Super Saturday: Reflections, or, He Shoots Lightning From His Feet

I’m constantly amazed at how applicable my posts before the accident are to me post-accident. This post was originally posted on April 22, 2013.

I want to pack up every thought I’ve had in a box and place it in a corner where I will one day forget about it and when I finally rediscover it I will assume it’s a box of old basketball trophies (the kind you get for participating) and because you can’t do anything with old basketball trophies I will put it out with the trash and never have to think about it again.

I want to pull back all the words I’ve ever spoken as if they existed on measuring tape and I could push a little button on the side of my head and they would all come back to me and even if the shock of all of those words hurt me a little and made me feel a little dizzy at least they would stop hurting anyone they have stung.

I want to walk backwards through life and watch as everything I’ve ever done unravels and I want to know how it feels for the pressure to decrease steadily steadily steadily steadily.

I want to line up every person I’ve ever known and I want to stand on trial before them so they can judge whether I have helped or hurt them not because I want to know if I am a good person or a bad one but because I want to know how to maximize the helping and minimize the hurting.

I want to write down everything and everyone I have ever loved so that I can chart it [love] and diagram it [love] and dissect it [love] and maybe figure out what it [love] means.

I want to curl up into God like He is a king-sized bed and I am a three-year-old child and I want to feel all of my secrets wash away under me deep under the covers into long-forgotten and never-traveled bed-spaces.

I want to gather all the people I have seen but whose names I do not know and feed them cake and throw a party with small talk and then later big talk and then much later tears and when I leave I will know many new names and I will have made many new friends and fallen in love perhaps twice or more.

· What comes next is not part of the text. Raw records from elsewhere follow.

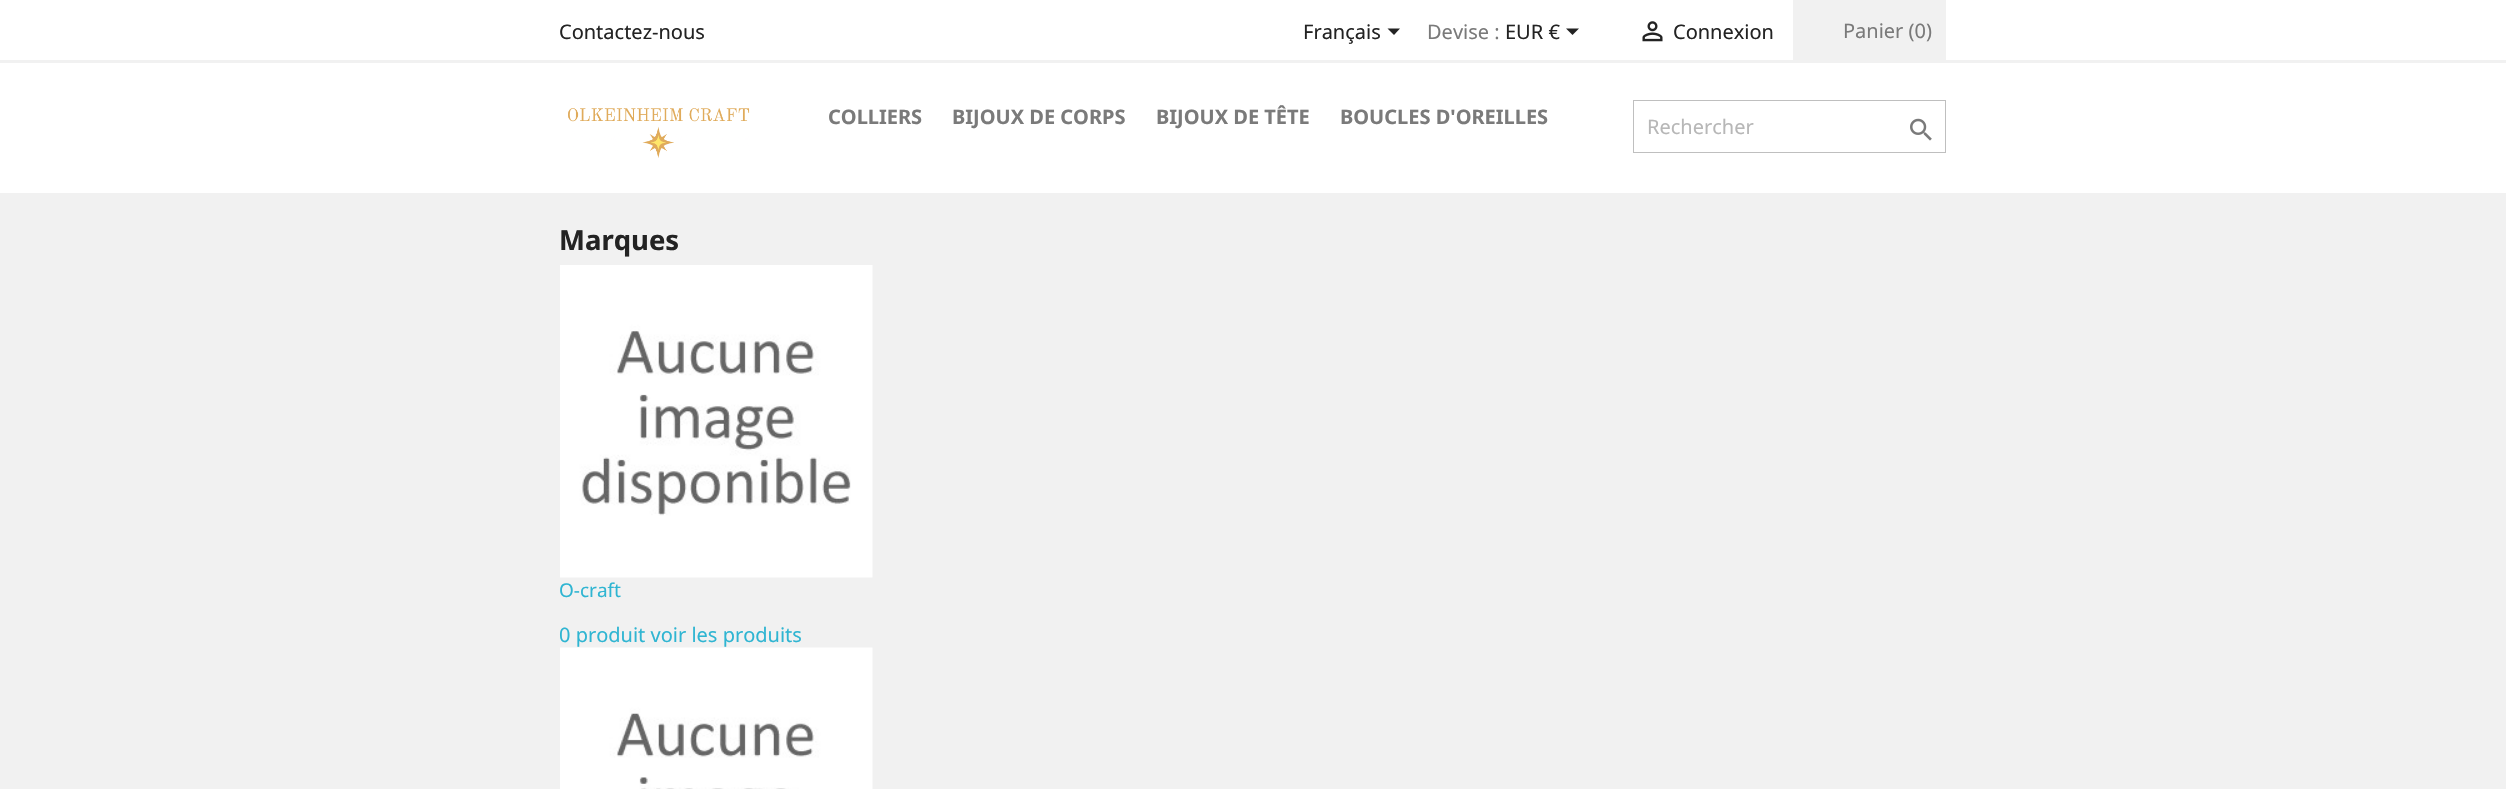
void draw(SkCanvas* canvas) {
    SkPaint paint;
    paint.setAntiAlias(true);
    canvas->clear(0xFFFFFFFF);
    paint.setColor(0xFFF1F1F1);
    canvas->drawRect(SkRect::MakeXYWH(0, 60, 2506, 3), paint);
    SkFont font1(fontMgr->matchFamilyStyle("Noto Sans", SkFontStyle::Normal()), 20);
    font1.setSubpixel(true);
    paint.setColor(0xFF232323);
    canvas->drawString("Contactez-nous", 559, 39, font1, paint);
    canvas->drawString("Français", 1303, 39, font1, paint);
    canvas->drawPath(SkPathBuilder().moveTo(1387.5f, 28.5f).lineTo(1400, 28.5f).lineTo(1394, 35).close().detach(), paint);
    paint.setColor(0xFF7A7A7A);
    canvas->drawString("Devise :", 1427, 39, font1, paint);
    paint.setColor(0xFF232323);
    canvas->drawString("EUR €", 1505, 39, font1, paint);
    canvas->drawPath(SkPathBuilder().moveTo(1566, 28.5f).lineTo(1579, 28.5f).lineTo(1572.5f, 35).close().detach(), paint);
    canvas->drawImageRect(SkImages::DeferredFromEncodedData(SkData::MakeFromFileName("img1.png")), SkRect::MakeXYWH(1642, 21, 21, 21), SkSamplingOptions());
    canvas->drawString("Connexion", 1673, 39, font1, paint);
    paint.setColor(0xFFF1F1F1);
    canvas->drawRect(SkRect::MakeXYWH(1793, 0, 153, 60), paint);
    paint.setColor(0xFF7A7A7A);
    canvas->drawString("Panier (0)", 1843, 38, font1, paint);
    canvas->drawImageRect(SkImages::DeferredFromEncodedData(SkData::MakeFromFileName("img2.png")), SkRect::MakeXYWH(568, 108, 182, 50), SkSamplingOptions());
    SkFont font2(fontMgr->matchFamilyStyle("Noto Sans", SkFontStyle::Bold()), 20);
    font2.setSubpixel(true);
    canvas->drawString("COLLIERS", 828, 124, font2, paint);
    canvas->drawString("BIJOUX DE CORPS", 952, 124, font2, paint);
    canvas->drawString("BIJOUX DE TÊTE", 1156, 124, font2, paint);
    canvas->drawString("BOUCLES D'OREILLES", 1340, 124, font2, paint);
    paint.setStyle(SkPaint::kStroke_Style);
    paint.setStrokeWidth(1);
    paint.setColor(0xFFBFBFBF);
    canvas->drawRect(SkRect::MakeXYWH(1633.5f, 100.5f, 312, 52), paint);
    paint.setStyle(SkPaint::kFill_Style);
    paint.setColor(0xFFB7B7B7);
    canvas->drawString("Rechercher", 1647, 134, font1, paint);
    canvas->drawImageRect(SkImages::DeferredFromEncodedData(SkData::MakeFromFileName("img3.png")), SkRect::MakeXYWH(1910, 118, 22, 23), SkSamplingOptions());
    paint.setColor(0xFFF1F1F1);
    canvas->drawRect(SkRect::MakeXYWH(0, 193, 2506, 596), paint);
    SkFont font3(fontMgr->matchFamilyStyle("Noto Sans", SkFontStyle::Bold()), 27.5f);
    font3.setSubpixel(true);
    paint.setColor(0xFF232323);
    canvas->drawString("Marques", 559, 250, font3, paint);
    canvas->drawImageRect(SkImages::DeferredFromEncodedData(SkData::MakeFromFileName("img4.png")), SkRect::MakeXYWH(560, 265, 313, 313), SkSamplingOptions());
    SkFont font4(fontMgr->matchFamilyStyle("Noto Sans", SkFontStyle::Normal()), 19);
    font4.setSubpixel(true);
    paint.setColor(0xFF2FB5D2);
    canvas->drawString("O-craft", 559, 597, font4, paint);
    canvas->drawString("0 produit voir les produits", 559, 642, font1, paint);
    canvas->drawImageRect(SkImages::DeferredFromEncodedData(SkData::MakeFromFileName("img5.png")), SkRect::MakeXYWH(560, 647, 313, 142), SkSamplingOptions());
}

And I want to dance so hard that I create a storm and no one will be able to get near me and they will look at me and they will say that storm used to be a boy but then he danced and now he shoots lightning from his feet.

A Snapshot of Transition

Somewhere between watching Teen Mom and walking around Detroit something inside him opened up and started beating.

No, that wasn’t exactly the right metaphor. It was more like something that had always been scabbed and bruised had begun to heal and with the healing came the responsibility to keep the thing whole and healthy.

Somewhere between reading Foucault and dreaming about women, a deep patience poured out of him and made him a jittery island of impatience in a calm sea. And suddenly there was time. There was so much time. There was time to question. There was time to rest. There was time to wait. But even for all of the time, he did not want to question, to rest, to wait.

Somewhere between listening to a song by Kendrick Lamar and reading a short story from Sherman Alexie, he wondered at the improbability that he has ever had an original thought. He wondered what pedestal he had ever used to judge other people. He wondered at the limited facts and limited knowledge he had used to form opinions about the world.

Despite Lack of Knowledge

So many of the things I have known are other things that I do not know.

For instance, the hill. It has always been the symbol of the free, of nature, of the earth. It has stood in stark contrast to the perverse civilization of Court Street. It has provided a safe haven for underage drinkers–haven because away from police, safe because it’s difficult to binge drink on a hill that you have to walk down in the dark.

And so, all this time, I have known the hill as operating outside of systems.

Today, I was sitting on the hill, enjoying one last sunset, and I noticed cigarette butts and broken glass. The hill has always been something I do not know.

But it did not change the magnificence of the sunset.